Global Ship Lease, Inc. , and Poseidon Containers Holdings LLC and K&T Marine LLC (together “Poseidon Containers”), announced today that they had closed the previously announced stock-for-stock merger between the Company and Poseidon Containers and opportunistically refinanced $228.8 million of Poseidon Containers’ secured bank debt, crystalizing a debt reduction of $48.2 million. The combined company will have a fleet of 38 vessels with a total capacity of 198,793 TEU, and, as of September 30, 2018, an average fleet age weighted by TEU of 10.7 years, and with the recently announced new charters, contracted revenue of approximately $720 million.

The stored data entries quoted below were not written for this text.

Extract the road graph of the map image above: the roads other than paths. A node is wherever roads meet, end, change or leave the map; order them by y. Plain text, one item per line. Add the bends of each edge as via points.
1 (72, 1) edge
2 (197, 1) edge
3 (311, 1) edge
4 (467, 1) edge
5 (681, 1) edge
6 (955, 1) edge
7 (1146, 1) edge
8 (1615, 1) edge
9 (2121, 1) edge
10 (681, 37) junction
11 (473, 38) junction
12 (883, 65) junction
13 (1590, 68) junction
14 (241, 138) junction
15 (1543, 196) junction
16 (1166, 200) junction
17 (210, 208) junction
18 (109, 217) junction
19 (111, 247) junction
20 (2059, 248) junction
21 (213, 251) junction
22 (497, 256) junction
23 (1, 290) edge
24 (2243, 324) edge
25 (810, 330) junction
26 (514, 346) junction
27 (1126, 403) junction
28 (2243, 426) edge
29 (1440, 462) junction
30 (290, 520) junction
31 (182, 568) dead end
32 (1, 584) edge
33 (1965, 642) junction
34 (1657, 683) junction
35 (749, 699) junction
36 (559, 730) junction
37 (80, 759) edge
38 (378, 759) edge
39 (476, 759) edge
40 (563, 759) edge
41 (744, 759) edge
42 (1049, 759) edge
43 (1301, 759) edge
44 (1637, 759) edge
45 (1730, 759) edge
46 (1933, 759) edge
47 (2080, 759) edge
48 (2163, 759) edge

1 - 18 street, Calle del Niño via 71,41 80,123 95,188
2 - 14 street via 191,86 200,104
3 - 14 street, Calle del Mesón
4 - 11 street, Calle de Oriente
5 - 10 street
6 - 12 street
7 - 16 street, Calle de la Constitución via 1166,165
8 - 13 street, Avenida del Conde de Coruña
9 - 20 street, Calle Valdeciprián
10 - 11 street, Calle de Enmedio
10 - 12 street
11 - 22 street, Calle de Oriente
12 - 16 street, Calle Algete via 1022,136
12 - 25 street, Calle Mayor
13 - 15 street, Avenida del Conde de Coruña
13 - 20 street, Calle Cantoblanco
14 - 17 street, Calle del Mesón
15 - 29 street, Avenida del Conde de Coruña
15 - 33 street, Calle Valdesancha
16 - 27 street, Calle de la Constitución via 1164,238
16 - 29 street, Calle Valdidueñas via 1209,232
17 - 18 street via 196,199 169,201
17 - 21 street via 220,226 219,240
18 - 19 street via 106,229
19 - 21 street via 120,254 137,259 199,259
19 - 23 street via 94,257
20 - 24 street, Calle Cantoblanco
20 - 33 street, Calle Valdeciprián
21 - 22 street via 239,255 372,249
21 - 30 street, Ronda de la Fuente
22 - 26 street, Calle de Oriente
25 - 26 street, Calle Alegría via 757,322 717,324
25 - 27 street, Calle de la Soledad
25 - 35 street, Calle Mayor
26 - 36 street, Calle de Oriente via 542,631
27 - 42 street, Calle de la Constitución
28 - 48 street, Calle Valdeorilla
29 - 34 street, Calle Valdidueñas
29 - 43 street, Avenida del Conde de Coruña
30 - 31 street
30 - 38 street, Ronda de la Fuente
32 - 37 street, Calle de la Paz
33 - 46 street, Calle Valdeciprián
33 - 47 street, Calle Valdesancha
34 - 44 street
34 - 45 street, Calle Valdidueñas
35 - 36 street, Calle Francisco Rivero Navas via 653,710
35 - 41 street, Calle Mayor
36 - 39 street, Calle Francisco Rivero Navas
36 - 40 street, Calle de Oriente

All conditions precedent were met and the Company closed on its stock-for-stock merger with Poseidon Containers. Under the terms of the merger agreement, the Company issued 24.045 million shares of Class A common stock and 0.250 million shares of Series C perpetual preferred stock, which are convertible in limited circumstances into an aggregate of 103.642 million shares of Class A common stock. Affiliates of Kelso & Company L.P. are the sole holder of the convertible preferred stock, which is not entitled to any preferred dividend payments other than any dividend which might be payable to common shareholders and represents approximately 49.2% of the voting power and approximately 56.4% of the economic interest in the Company. In aggregate, the owners of Poseidon Containers own approximately 69.5% of the economic interest of the Company. The Board of Directors of Global Ship Lease was expanded to eight directors, of whom two were nominated by Poseidon, and three, including two independent directors, were nominated by GSL. The remaining three independent directors have been selected jointly.
The closing of the merger creates a market leader with an asset base of more than $1.3 billion.